第七十一章:百药节
绿萝风风火火的模样让云离啼笑皆非,果然是个火爆脾气。
这么个火爆脾气被容玖安逼的没了脾气,容玖安倒也有些本事。
“爹,我不嫁。”绿萝捏着慕容德的袍袖,一脸委屈道。
慕容德叹了口气,“丫头啊,这是世子第三次来提亲了,若是再拒绝,只怕咱们慕容山庄得倒大霉啊。”
绿萝闻言脸色一变,她大声道:“难道爹要为了山庄赔上女儿一辈子的幸福,容玖安他居心不良,他是故意要羞辱女儿啊!”

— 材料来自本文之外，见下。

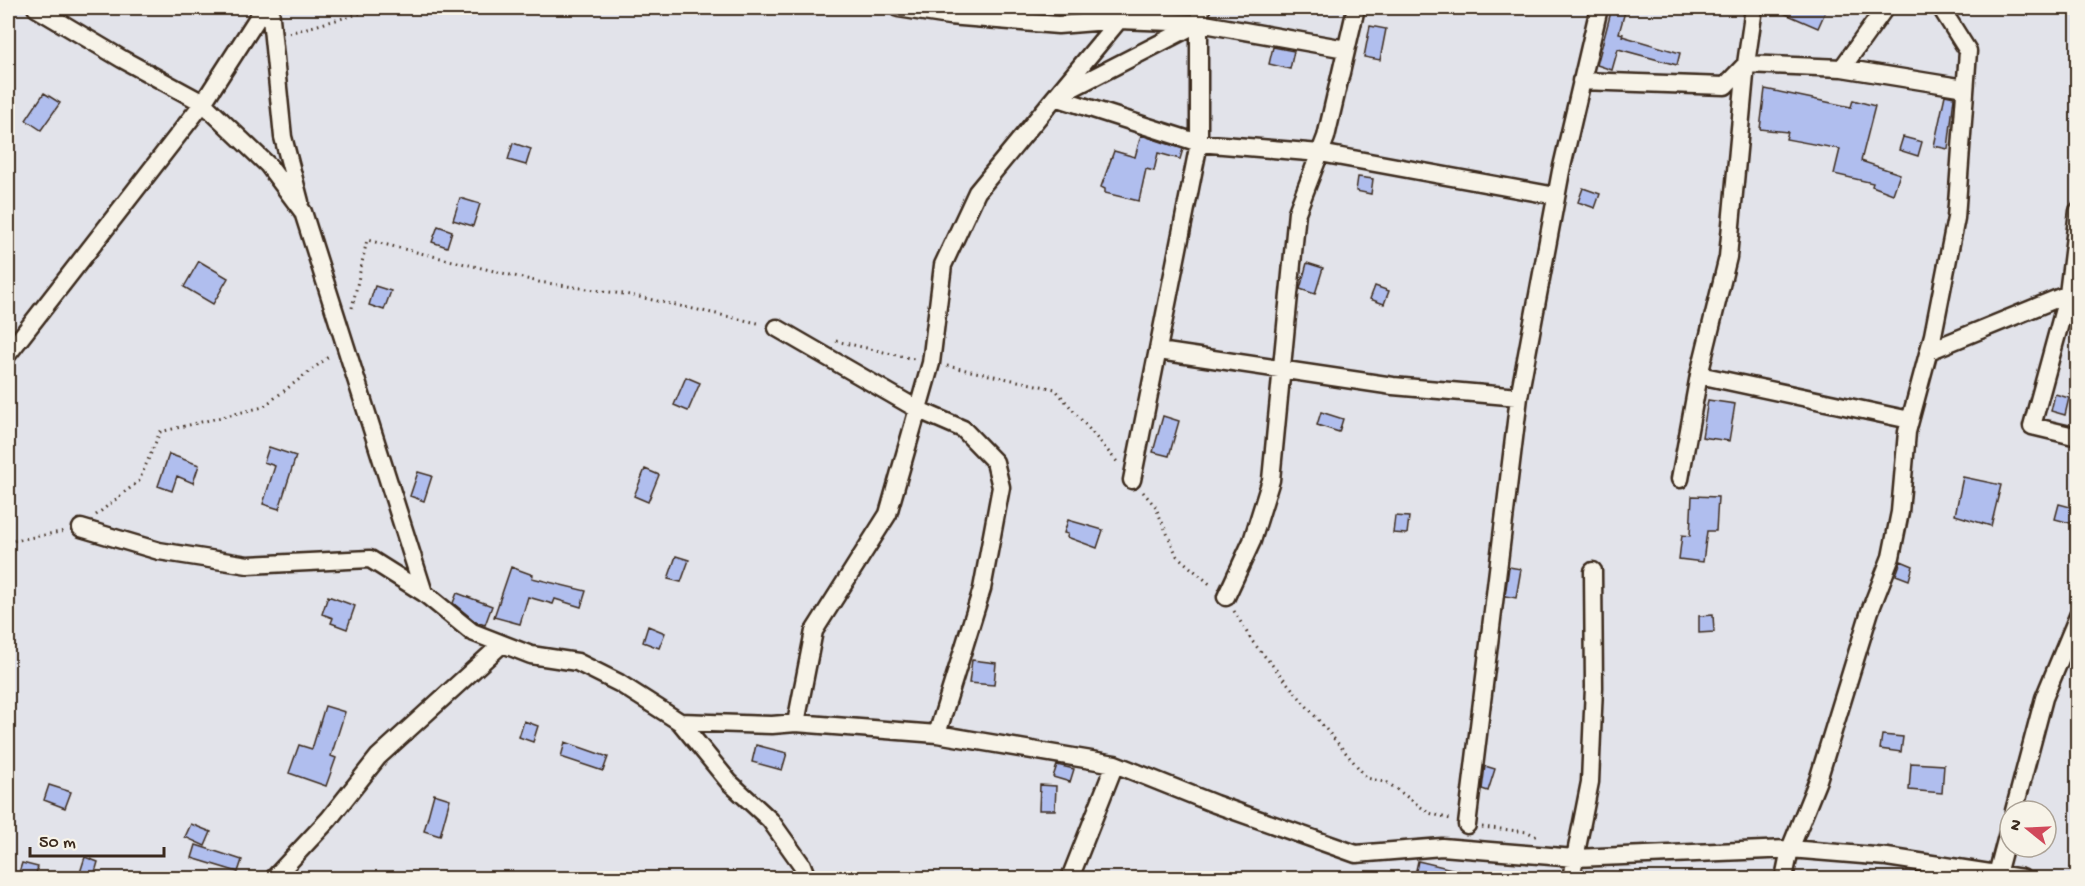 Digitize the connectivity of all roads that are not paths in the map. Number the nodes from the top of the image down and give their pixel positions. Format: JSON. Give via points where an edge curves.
{"nodes":[{"id":1,"x":36,"y":8,"type":"edge"},
{"id":2,"x":264,"y":8,"type":"edge"},
{"id":3,"x":270,"y":8,"type":"edge"},
{"id":4,"x":898,"y":8,"type":"edge"},
{"id":5,"x":1356,"y":8,"type":"edge"},
{"id":6,"x":1599,"y":8,"type":"edge"},
{"id":7,"x":1754,"y":8,"type":"edge"},
{"id":8,"x":1885,"y":8,"type":"edge"},
{"id":9,"x":1941,"y":8,"type":"edge"},
{"id":10,"x":1120,"y":14,"type":"edge"},
{"id":11,"x":1200,"y":15,"type":"edge"},
{"id":12,"x":1346,"y":49,"type":"junction"},
{"id":13,"x":1746,"y":64,"type":"junction"},
{"id":14,"x":1842,"y":69,"type":"junction"},
{"id":15,"x":1581,"y":81,"type":"junction"},
{"id":16,"x":1965,"y":88,"type":"junction"},
{"id":17,"x":1055,"y":97,"type":"junction"},
{"id":18,"x":203,"y":103,"type":"junction"},
{"id":19,"x":1199,"y":143,"type":"junction"},
{"id":20,"x":1320,"y":153,"type":"junction"},
{"id":21,"x":1556,"y":196,"type":"junction"},
{"id":22,"x":2078,"y":211,"type":"edge"},
{"id":23,"x":303,"y":212,"type":"junction"},
{"id":24,"x":2073,"y":295,"type":"edge"},
{"id":25,"x":777,"y":328,"type":"road end"},
{"id":26,"x":10,"y":346,"type":"edge"},
{"id":27,"x":1159,"y":351,"type":"junction"},
{"id":28,"x":1929,"y":351,"type":"junction"},
{"id":29,"x":1282,"y":368,"type":"junction"},
{"id":30,"x":1699,"y":375,"type":"junction"},
{"id":31,"x":1520,"y":397,"type":"junction"},
{"id":32,"x":919,"y":410,"type":"junction"},
{"id":33,"x":1910,"y":420,"type":"junction"},
{"id":34,"x":2078,"y":437,"type":"edge"},
{"id":35,"x":1680,"y":479,"type":"dead end"},
{"id":36,"x":1132,"y":480,"type":"road end"},
{"id":37,"x":81,"y":528,"type":"road end"},
{"id":38,"x":1593,"y":572,"type":"dead end"},
{"id":39,"x":424,"y":593,"type":"junction"},
{"id":40,"x":1226,"y":597,"type":"road end"},
{"id":41,"x":2078,"y":616,"type":"edge"},
{"id":42,"x":502,"y":644,"type":"junction"},
{"id":43,"x":680,"y":722,"type":"junction"},
{"id":44,"x":796,"y":723,"type":"junction"},
{"id":45,"x":938,"y":734,"type":"junction"},
{"id":46,"x":1115,"y":764,"type":"junction"},
{"id":47,"x":2017,"y":799,"type":"edge"},
{"id":48,"x":1467,"y":825,"type":"road end"},
{"id":49,"x":1790,"y":849,"type":"junction"},
{"id":50,"x":1575,"y":858,"type":"junction"},
{"id":51,"x":2001,"y":859,"type":"edge"},
{"id":52,"x":1996,"y":877,"type":"edge"},
{"id":53,"x":274,"y":879,"type":"edge"},
{"id":54,"x":807,"y":879,"type":"edge"},
{"id":55,"x":1070,"y":879,"type":"edge"},
{"id":56,"x":1571,"y":879,"type":"edge"},
{"id":57,"x":1784,"y":879,"type":"edge"},
{"id":58,"x":2022,"y":879,"type":"edge"}],
"edges":[{"from":1,"to":18,"type":"street"},
{"from":2,"to":18,"type":"street"},
{"from":3,"to":23,"type":"street","via":[[283,137]]},
{"from":4,"to":10,"type":"street","via":[[1058,25]]},
{"from":5,"to":12,"type":"street"},
{"from":6,"to":15,"type":"street"},
{"from":7,"to":13,"type":"street"},
{"from":8,"to":14,"type":"street"},
{"from":9,"to":16,"type":"street","via":[[1968,51]]},
{"from":10,"to":11,"type":"street"},
{"from":10,"to":17,"type":"street"},
{"from":11,"to":12,"type":"street"},
{"from":11,"to":17,"type":"street"},
{"from":11,"to":19,"type":"street"},
{"from":12,"to":20,"type":"street"},
{"from":13,"to":14,"type":"street"},
{"from":13,"to":15,"type":"street","via":[[1725,86]]},
{"from":13,"to":30,"type":"street","via":[[1728,257]]},
{"from":14,"to":16,"type":"street"},
{"from":15,"to":21,"type":"street"},
{"from":16,"to":28,"type":"street","via":[[1956,218]]},
{"from":17,"to":19,"type":"street"},
{"from":17,"to":32,"type":"street","via":[[977,192],[943,265],[931,363]]},
{"from":18,"to":23,"type":"street","via":[[268,165]]},
{"from":18,"to":26,"type":"street"},
{"from":19,"to":20,"type":"street"},
{"from":19,"to":27,"type":"street"},
{"from":20,"to":21,"type":"street"},
{"from":20,"to":29,"type":"street","via":[[1297,212]]},
{"from":21,"to":31,"type":"street"},
{"from":22,"to":24,"type":"street"},
{"from":23,"to":39,"type":"street"},
{"from":24,"to":28,"type":"street"},
{"from":24,"to":34,"type":"street","via":[[2031,426]]},
{"from":25,"to":32,"type":"street"},
{"from":27,"to":29,"type":"street"},
{"from":27,"to":36,"type":"street"},
{"from":28,"to":33,"type":"street"},
{"from":29,"to":31,"type":"street","via":[[1393,386]]},
{"from":29,"to":40,"type":"street","via":[[1271,480],[1252,542]]},
{"from":30,"to":33,"type":"street"},
{"from":30,"to":35,"type":"street"},
{"from":31,"to":48,"type":"street"},
{"from":32,"to":44,"type":"street","via":[[888,514],[814,632]]},
{"from":32,"to":45,"type":"street","via":[[963,429],[995,462],[1001,487],[982,589]]},
{"from":33,"to":49,"type":"street","via":[[1891,557],[1870,611],[1818,780]]},
{"from":37,"to":39,"type":"street","via":[[159,552],[248,565],[370,559]]},
{"from":38,"to":50,"type":"street","via":[[1590,782]]},
{"from":39,"to":42,"type":"street","via":[[472,633]]},
{"from":41,"to":47,"type":"street","via":[[2044,698]]},
{"from":42,"to":43,"type":"street","via":[[531,655],[577,662]]},
{"from":42,"to":53,"type":"street","via":[[378,757]]},
{"from":43,"to":44,"type":"street"},
{"from":43,"to":54,"type":"street","via":[[729,782],[770,820],[802,865]]},
{"from":44,"to":45,"type":"street"},
{"from":45,"to":46,"type":"street"},
{"from":46,"to":50,"type":"street","via":[[1356,854],[1442,847]]},
{"from":46,"to":55,"type":"street"},
{"from":49,"to":50,"type":"street"},
{"from":49,"to":52,"type":"street","via":[[1887,857]]},
{"from":49,"to":57,"type":"street"},
{"from":50,"to":56,"type":"street"},
{"from":51,"to":52,"type":"street"},
{"from":52,"to":58,"type":"street"}]}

“丫头,你先冷静点,让为父好好想想。”慕容德满脸愁容,却强撑着安抚绿萝道。
云离心生出几分无奈,不成想在落樱城救了绿萝,这眼下回了慕容山庄,竟又是更大的一个火坑。
她原本想着外出看看,如今却也失了兴趣。
于是云离便和慕容德打了个招呼,唤上云凌,折身回了暂住的院子。
一晃过了两日。
云离百无聊赖地坐在梅树下,喝着云凌沏的梅花茶。
正望着碧空出神,余光瞥见一道修长的身影缓步而来。
云离翘起嘴角,歪过脑袋邪邪一笑。
“好久不见呀,容沉。”说着单手一甩,不知什么时候捏的雪球猛地砸向容沉。
容沉一愣,一时未躲,被雪球砸中胸口。
雪花在胸口炸开,冰凉的雪水沁入衣袍,带着一阵浅浅的寒意。
容沉眯了眯眸子,如墨的眸间闪过一丝危险之色。
云离手中动作顿了顿,下一刻飞快地蹲下身子。
只见一个雪球在半空中划出一道弧度,直直地砸进身后的雪地中。
这记仇的家伙!
云离捧了把雪,刚起身,容沉已经欺身而至。
她下意识地将手中的雪砸向容沉。
手腕忽的一重,细碎的雪花在两人之间飞扬而起,朦胧之中她分明看到了容沉眼中蓄起的浓浓笑意。
一瞬即逝,却如夏花之灿烂,摄人心魄。
“原来云离喜欢玩这小孩子玩的游戏。”容沉低沉的嗓音在云离的耳畔响起。
云离陡然一怔,这才惊觉两人几乎贴在一起,他的手还牢牢抓着她的手腕。
温温热热的气息萦绕在耳间,麻麻痒痒。
云离心头一颤,一股难以言喻之感油然而生。
她猛地回神,总是她去调侃他,眼下竟被他调侃了一把,委实憋屈。
云离敛了敛心神,对上容沉深邃的眸光,忽而翘起嘴角,调笑道:“容沉不也乐在其中?靠本将军这么近,莫不是还想吃本将军的豆腐?”
容沉微挑双眉,她总是这般得理不饶人。
沾些嘴上便宜,实际上却是毫不作为。
他嘴角轻扯,俯视着比他矮一个头的云离,呢喃道:“若我说想,你当如何?”
什么?
云离一愣,眸间闪过一丝错愕。
容沉见之,眼中笑意更甚。
待云离回过神来,这才意识到容沉又一次占了上风。
她略显颓败地撇撇嘴,“行了,这回你赢,本将军认输。”
容沉松开云离,伸手拍了拍云离发间染上的飞雪,缓缓道:“这回怎么不是追着要把豆腐吃回来了?”
云离白了容沉一眼。
“美的你!本将军才不是这么没节操的人。”云离轻哼了一声,坐回石凳上,抿了口茶水。
“好了,别再本将军本将军了,这里不是北霁,小心隔墙有耳。”容沉叮嘱道。
云离斜睨了容沉一眼,“唔,知道了,你怎么今个儿回来了?事情办完了?”
容沉点了点头,落座在云离对面。
“明日便是百药节,你若想进圣山找药,明日是最好的机会。”容沉淡淡开口。
“怎么?难道这圣山还不是想进就能进的?”云离疑惑出声。
容沉盯着云离,眼中带着几分无奈。
“你都住进了慕容家,难不成连圣山的情况都不曾了解?”
云离耸了耸肩,“这不是有你和玄衣嘛?”
她本来寻思着等容沉回来,与他招呼一声便进山寻药,却也没有多想,如今看来,似乎没那么简单。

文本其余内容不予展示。